Building big data capabilities without getting lost in it
I've been staggered by the explosion of the data storage volume we require as our multi-media content expands exponentially each day. And there's a question I've often mused on... “Where does all the electronic data we’re creating across the world actually get stored - our digital photos, digital books, newspapers, magazines, chat room content, video links, electronic records etc.?” Physically, I mean? Are there electronic filing cabinets in space? Even with cloud computing, will we run out of e – storage space eventually?
So it blew my mind to read in a recent IBM report, and they should know, that every day we are now creating 2.5 quintillion bytes of data (18 noughts for the uninitiated) and even more mind blowing - that 90% of the data in the world has been created in the last two years alone ... no wonder it’s now being labelled 'big data'! For the likes of IBM, Amazon and Google whose business models have data at their core, this is a tough but familiar business challenge; but it’s heavy going for the rest of us and when it comes to accessing, synthesising and generating actionable insights from such 'big data' it’s fair to say that many non-digital companies are still at absolute first base.
How timely then to read the most recent issue of Harvard Business Review (October, Getting Control of Big Data) which I found extremely thought provoking. This should be compulsory reading in boardrooms and definitely helped me grasp some of the fundamentals as well as the organisational capability issues involved in harnessing the power of big data.
The core problem is that 'big data', true to its name, is overwhelming for people to process. Even if it is heavily distilled by computers, at some point it needs to be made manageable and translated into actionable insights without becoming a stream of numbers with all the facts and none of the finesse. The quantities of data thrown up by the vast range of live global sources, everything from social media interactions, GPS signals and website interactions is literally mind-boggling. Research has also shown (the Harvard Business Review informs us) that companies who are delivering on this data challenge really do perform better - well at least on key financial performance indicators.
It’s obvious that businesses need to do something to tackle this. But what? And how? As always a key challenge is that of talent. Who should you be employing to crack the data challenge? What skills do they need? Where can you find them? Do they even exist? And the last question is by no means a rhetorical question. Since much of what contributes to the noise of big data didn’t even exist a decade ago, we’re all facing this massive digital data revolution at the same time. And like previous revolutions it will inevitably bring winners and losers. But fortune favours the brave!

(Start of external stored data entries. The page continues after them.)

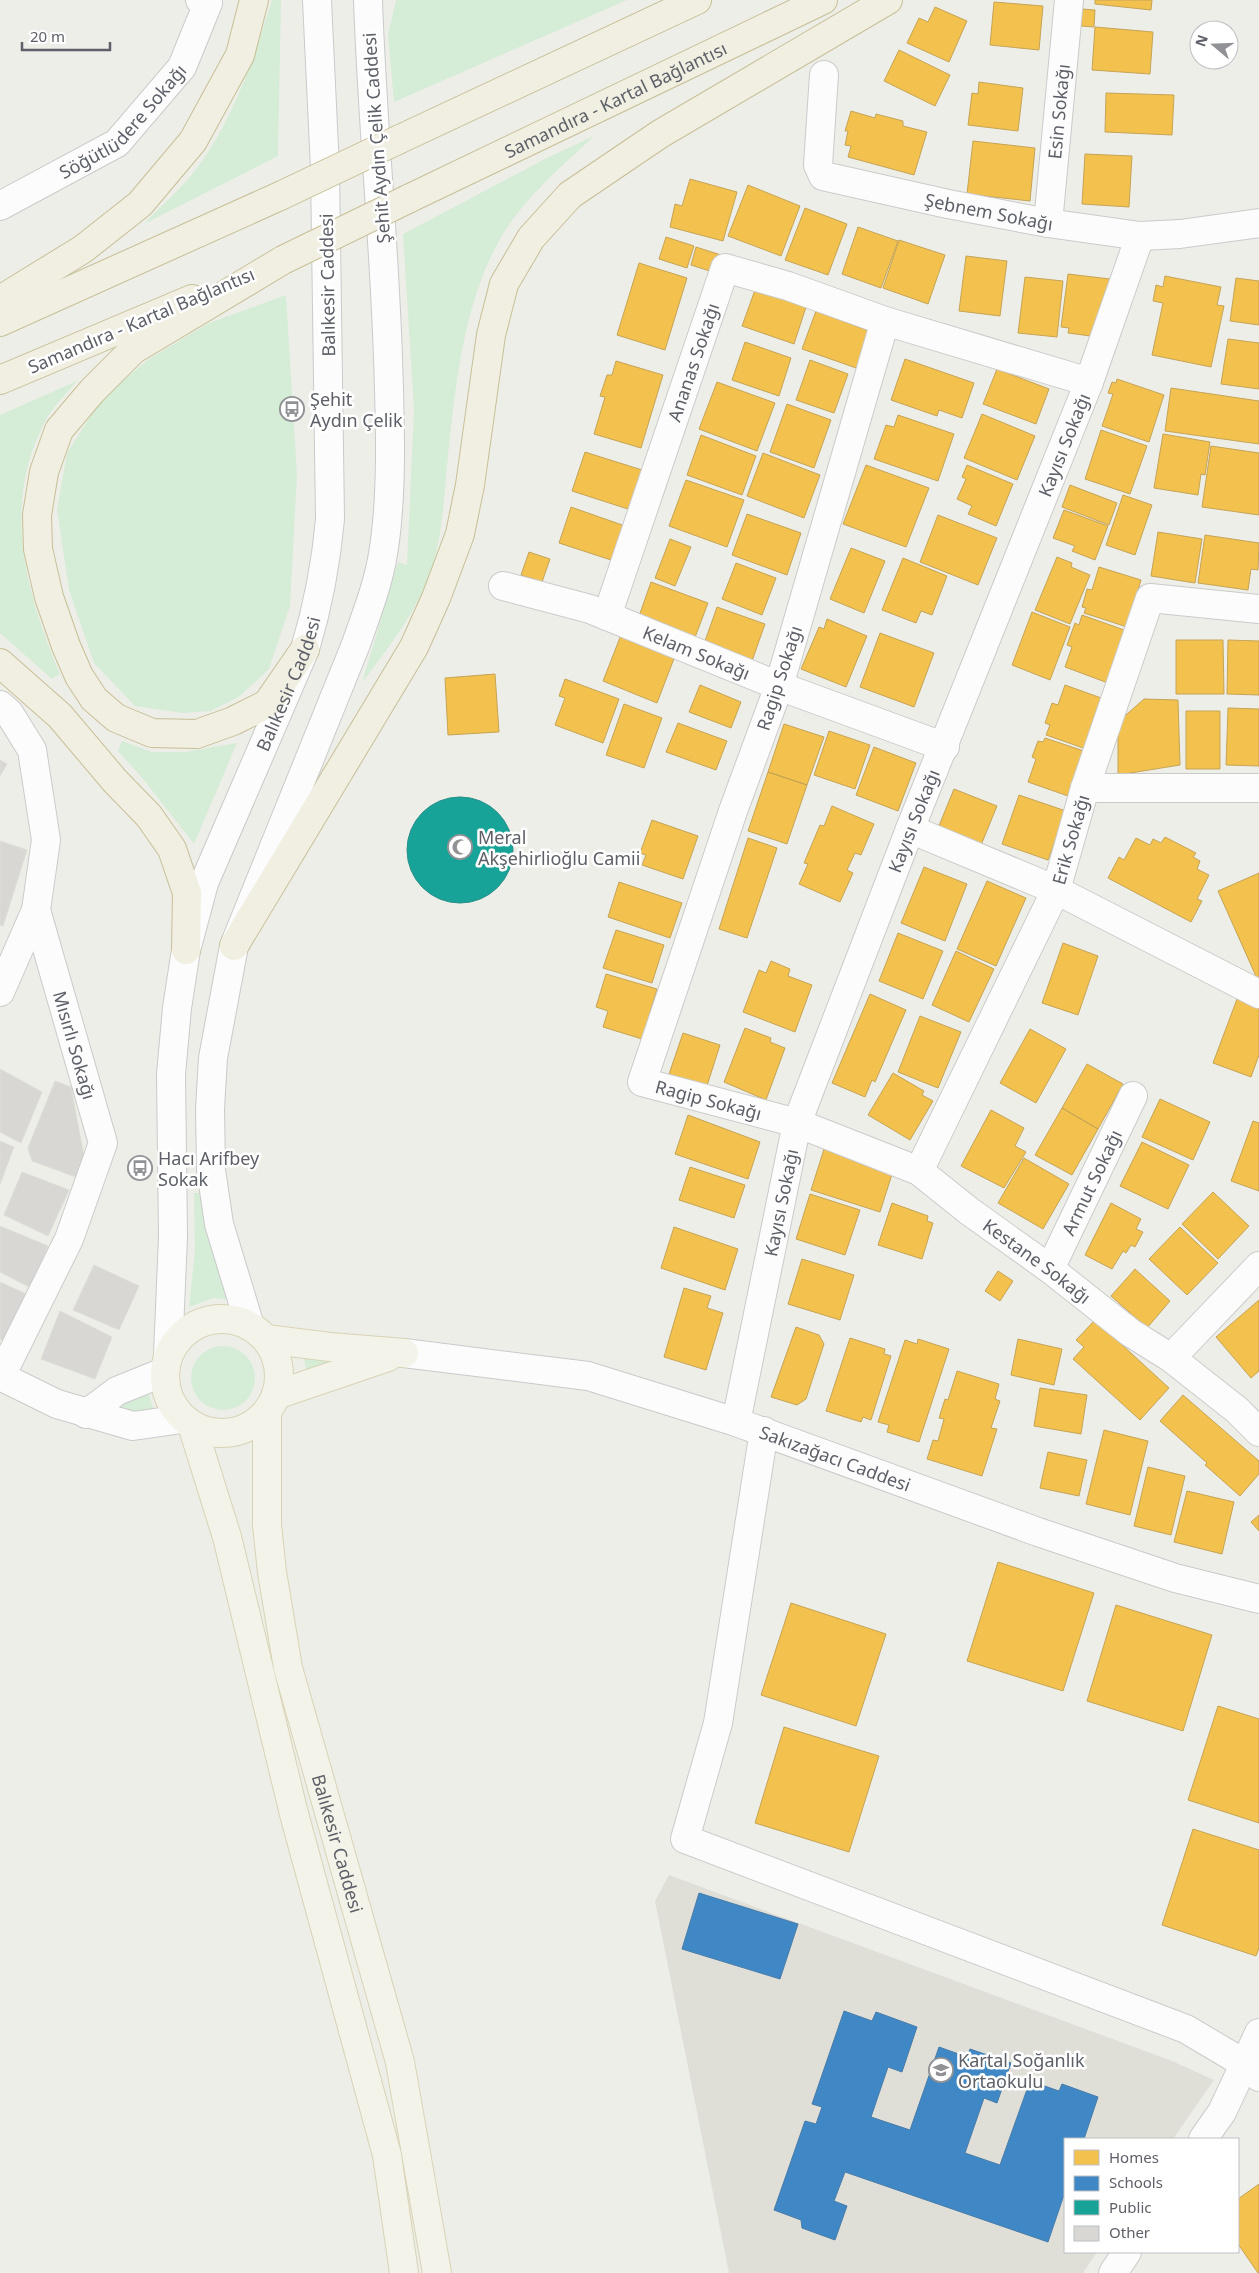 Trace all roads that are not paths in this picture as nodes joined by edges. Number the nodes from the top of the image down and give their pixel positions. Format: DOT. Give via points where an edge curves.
graph roads {
  1 [pos="254,0"];
  2 [pos="317,0"];
  3 [pos="368,0"];
  4 [pos="662,0"];
  5 [pos="697,0"];
  6 [pos="822,0"];
  7 [pos="888,0"];
  8 [pos="1069,0"];
  9 [pos="204,2"];
  10 [pos="824,75"];
  11 [pos="400,139"];
  12 [pos="0,206"];
  13 [pos="1048,223"];
  14 [pos="1259,223"];
  15 [pos="1140,236"];
  16 [pos="283,260"];
  17 [pos="0,300"];
  18 [pos="885,321"];
  19 [pos="0,322"];
  20 [pos="0,380"];
  21 [pos="1089,382"];
  22 [pos="503,586"];
  23 [pos="1259,609"];
  24 [pos="607,616"];
  25 [pos="305,649"];
  26 [pos="0,663"];
  27 [pos="779,686"];
  28 [pos="0,705"];
  29 [pos="945,747"];
  30 [pos="1086,788"];
  31 [pos="1259,788"];
  32 [pos="910,829"];
  33 [pos="1056,890"];
  34 [pos="36,910"];
  35 [pos="234,946"];
  36 [pos="186,950"];
  37 [pos="0,992"];
  38 [pos="1259,994"];
  39 [pos="1133,1096"];
  40 [pos="797,1123"];
  41 [pos="919,1171"];
  42 [pos="1259,1266"];
  43 [pos="1050,1269"];
  44 [pos="258,1332"];
  45 [pos="404,1353"];
  46 [pos="1171,1358"];
  47 [pos="166,1363"];
  48 [pos="0,1376"];
  49 [pos="272,1403"];
  50 [pos="86,1414"];
  51 [pos="187,1422"];
  52 [pos="736,1422"];
  53 [pos="764,1431"];
  54 [pos="1259,1432"];
  55 [pos="1259,1599"];
  56 [pos="1259,2033"];
  57 [pos="1252,2071"];
  58 [pos="1204,2138"];
  59 [pos="1126,2253"];
  60 [pos="404,2273"];
  61 [pos="437,2273"];
  62 [pos="1113,2273"];
  1 -- 17 [label="highway" via="240,55 193,141 140,204 83,249"];
  2 -- 25 [label="street, Balıkesir Caddesi" via="325,169 330,519 327,561 318,608"];
  3 -- 35 [label="street, Şehit Aydın Çelik Caddesi" via="385,277 389,415 388,505 383,554 356,644"];
  4 -- 11 [label="highway"];
  5 -- 11 [label="highway"];
  6 -- 16 [label="highway, Samandıra - Kartal Bağlantısı, bridge"];
  7 -- 35 [label="highway" via="660,134 570,195 531,238 504,284 491,335 462,524 436,598 414,647"];
  8 -- 13 [label="street, Esin Sokağı"];
  9 -- 12 [label="street, Söğütlüdere Sokağı" via="182,67 117,143"];
  10 -- 13 [label="street, Şebnem Sokağı" via="818,165 823,176"];
  11 -- 19 [label="highway, bridge"];
  13 -- 15 [label="street, Şebnem Sokağı"];
  14 -- 15 [label="street, Şebnem Sokağı"];
  15 -- 21 [label="street, Kayısı Sokağı"];
  16 -- 20 [label="highway, Samandıra - Kartal Bağlantısı"];
  16 -- 25 [label="highway" via="133,350 92,391 59,430 44,472 37,515 38,549 49,597 79,676 94,699 116,718 152,733 197,734 234,721 267,704"];
  18 -- 21 [label="street"];
  18 -- 24 [label="street, Ananas Sokağı" via="788,286 725,268"];
  18 -- 27 [label="street, Ragip Sokağı"];
  21 -- 29 [label="street, Kayısı Sokağı"];
  22 -- 24 [label="street, Kelam Sokağı"];
  23 -- 30 [label="street, Erik Sokağı" via="1150,598"];
  24 -- 27 [label="street, Kelam Sokağı"];
  25 -- 36 [label="street, Balıkesir Caddesi" via="204,883"];
  26 -- 36 [label="highway" via="60,716 149,816 172,849 187,893"];
  27 -- 29 [label="street, Kelam Sokağı"];
  27 -- 40 [label="street, Ragip Sokağı" via="733,810 642,1082"];
  28 -- 34 [label="street, Mısırlı Sokağı" via="9,713 32,750 46,840"];
  29 -- 32 [label="street, Kayısı Sokağı"];
  30 -- 31 [label="street"];
  30 -- 33 [label="street, Erik Sokağı"];
  32 -- 33 [label="street"];
  32 -- 40 [label="street, Kayısı Sokağı"];
  33 -- 38 [label="street"];
  33 -- 41 [label="street, Erik Sokağı"];
  34 -- 37 [label="street"];
  34 -- 48 [label="street, Mısırlı Sokağı" via="103,1143 69,1239"];
  35 -- 44 [label="street" via="213,1058 211,1170 219,1224"];
  36 -- 47 [label="street, Balıkesir Caddesi" via="171,1074 173,1237"];
  39 -- 43 [label="street, Armut Sokağı"];
  40 -- 41 [label="street, Kestane Sokağı"];
  40 -- 52 [label="street, Kayısı Sokağı"];
  41 -- 43 [label="street, Kestane Sokağı" via="969,1212"];
  42 -- 46 [label="street"];
  43 -- 46 [label="street, Kestane Sokağı" via="1131,1333"];
  44 -- 45 [label="main road" via="330,1347"];
  44 -- 47 [label="main road" via="232,1319 203,1322 178,1338"];
  44 -- 49 [label="main road" via="276,1356 279,1376"];
  45 -- 49 [label="main road" via="375,1361"];
  45 -- 52 [label="street, Sakızağacı Caddesi" via="588,1376"];
  46 -- 54 [label="street, Kestane Sokağı" via="1237,1410"];
  47 -- 50 [label="street" via="117,1390"];
  47 -- 51 [label="main road" via="165,1390 173,1407"];
  48 -- 50 [label="street" via="47,1400"];
  49 -- 51 [label="main road" via="254,1424 237,1432 219,1434 201,1430"];
  49 -- 61 [label="main road, Balıkesir Caddesi" via="267,1525 288,1668 400,2062"];
  50 -- 51 [label="street" via="133,1426"];
  51 -- 60 [label="main road, Balıkesir Caddesi" via="227,1537 294,1814 387,2155"];
  52 -- 53 [label="street, Sakızağacı Caddesi"];
  53 -- 55 [label="street, Sakızağacı Caddesi" via="1175,1578"];
  53 -- 57 [label="street" via="718,1723 685,1839 1186,2029"];
  56 -- 57 [label="street"];
  57 -- 58 [label="street"];
  59 -- 62 [label="street"];
}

The sort of ‘data scientist’ that can help steer an organisation’s approach to dealing with big data is as likely to have a background in scientific research (anything from genetics to ecology and systems biology – in other words people who are used to making sense of unstructured masses of data) as computer science, and preferably a mix. Oh and yes, they must also be able to write code. Add to that an understanding of the organisation and how it operates from a strategic and customer perspective and an ability to converse at C-suite level and you could be excused for thinking it’s like the search for the alchemist’s stone! Not surprisingly the race to grab the few people with the right mix of skills is like nothing seen before. Only belatedly are leading Universities appreciating there is a growing market for this skill set and introducing courses that will slowly develop the right candidates. So what to do in the meantime?
The Harvard Business Review is predicting a move from gut or instinct based decision-making cultures to those where data steps up to play a much more significant role. Far sighted CEOs are tackling the challenge head on. They are rethinking how insights from big data can be generated and applied – how they can inform the company’s decision making processes. They are thinking about the new leadership challenges involved and how the culture needs to change so that big data can inform the big decisions without losing the connection with real customers’ wants, needs and motivations.
And, as with all such changes, while data is a core business asset with enormous value, it doesn’t create competitive edge on its own and should never be viewed as an end in its own right. It’s the organisation’s ability to determine the patterns that others with access to the same data have missed and to create powerful insights on which they act that ultimately creates competitive edge. So I believe that we should not get lost in big data. There is still a massive role for big creative leaps - the one’s that come from analysing, combining and connecting data in new and inspiring ways. And, ultimately there is still a big role for insights gained by connecting with consumers as people not simply as data points.